Monday Market Minute

Monday Market Minute | Jun 22, 2020

Remote work drives suburban housing demand — a structural shift with private market implications

Jun 20202 min readAlts Insider

Monday Market Minute | Jun 22, 2020

Remote work drives suburban housing demand — a structural shift with private market implications


What Moved

By late June, a pattern emerged in Canadian housing data that went beyond a simple post-lockdown rebound. Suburban and exurban markets were outperforming urban cores. Areas outside the GTA — Hamilton, Kitchener-Waterloo, Barrie — saw sales and price growth exceeding Toronto proper. The same trend appeared around Vancouver and Montreal. The catalyst was clear: remote work had decoupled employment from location. Canadians were trading density for space, bidding up detached homes with home offices and yards. Condo markets in downtown cores, by contrast, showed early signs of softening.

Why It Matters

For private real estate investors, the urban-suburban rotation represented a potential structural shift, not a pandemic blip. Developers with suburban land banks were suddenly sitting on appreciating assets.
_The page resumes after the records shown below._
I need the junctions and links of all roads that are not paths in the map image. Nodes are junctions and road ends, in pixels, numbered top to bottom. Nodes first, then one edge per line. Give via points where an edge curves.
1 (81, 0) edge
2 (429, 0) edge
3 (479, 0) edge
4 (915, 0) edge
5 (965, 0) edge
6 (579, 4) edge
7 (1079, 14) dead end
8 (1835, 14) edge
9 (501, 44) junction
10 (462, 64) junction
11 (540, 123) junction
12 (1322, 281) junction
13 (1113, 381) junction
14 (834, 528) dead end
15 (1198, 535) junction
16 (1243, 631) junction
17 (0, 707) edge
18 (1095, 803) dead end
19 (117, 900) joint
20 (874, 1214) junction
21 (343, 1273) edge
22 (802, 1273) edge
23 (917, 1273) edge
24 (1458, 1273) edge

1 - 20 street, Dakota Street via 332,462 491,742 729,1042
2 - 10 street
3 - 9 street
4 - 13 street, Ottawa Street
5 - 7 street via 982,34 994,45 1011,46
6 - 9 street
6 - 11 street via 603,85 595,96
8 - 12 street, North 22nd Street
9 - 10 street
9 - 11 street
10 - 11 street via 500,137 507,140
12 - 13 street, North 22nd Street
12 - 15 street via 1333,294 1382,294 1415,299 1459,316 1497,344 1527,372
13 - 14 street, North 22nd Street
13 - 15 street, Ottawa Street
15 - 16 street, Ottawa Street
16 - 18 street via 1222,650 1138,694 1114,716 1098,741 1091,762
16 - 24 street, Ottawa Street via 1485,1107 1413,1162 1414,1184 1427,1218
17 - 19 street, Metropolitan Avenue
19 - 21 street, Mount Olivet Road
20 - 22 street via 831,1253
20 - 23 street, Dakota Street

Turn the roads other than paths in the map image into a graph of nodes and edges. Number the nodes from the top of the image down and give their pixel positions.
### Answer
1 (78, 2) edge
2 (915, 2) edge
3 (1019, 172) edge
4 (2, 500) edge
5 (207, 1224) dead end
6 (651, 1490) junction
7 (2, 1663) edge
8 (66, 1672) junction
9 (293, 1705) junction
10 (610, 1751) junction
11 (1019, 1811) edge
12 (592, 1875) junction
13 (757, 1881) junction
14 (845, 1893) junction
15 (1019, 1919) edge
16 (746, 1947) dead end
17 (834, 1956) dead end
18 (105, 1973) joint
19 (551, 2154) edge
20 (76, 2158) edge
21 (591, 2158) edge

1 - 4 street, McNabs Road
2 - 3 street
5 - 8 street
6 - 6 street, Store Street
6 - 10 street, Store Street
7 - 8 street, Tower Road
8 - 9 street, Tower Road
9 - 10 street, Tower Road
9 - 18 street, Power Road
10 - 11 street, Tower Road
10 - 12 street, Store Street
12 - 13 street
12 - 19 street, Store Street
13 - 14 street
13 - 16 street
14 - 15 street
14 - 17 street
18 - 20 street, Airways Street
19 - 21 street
MICs with heavy condo exposure in downtown Toronto or Vancouver faced a more nuanced outlook. Infrastructure investors focused on suburban transit and broadband connectivity stood to benefit. The question was whether the remote work trend would persist post-pandemic — and increasingly, the evidence suggested it would.

Signal to Watch

Monitor downtown condo rental vacancy rates. Rising vacancy would confirm that the suburban shift was cannibalizing urban demand, not just adding incremental activity.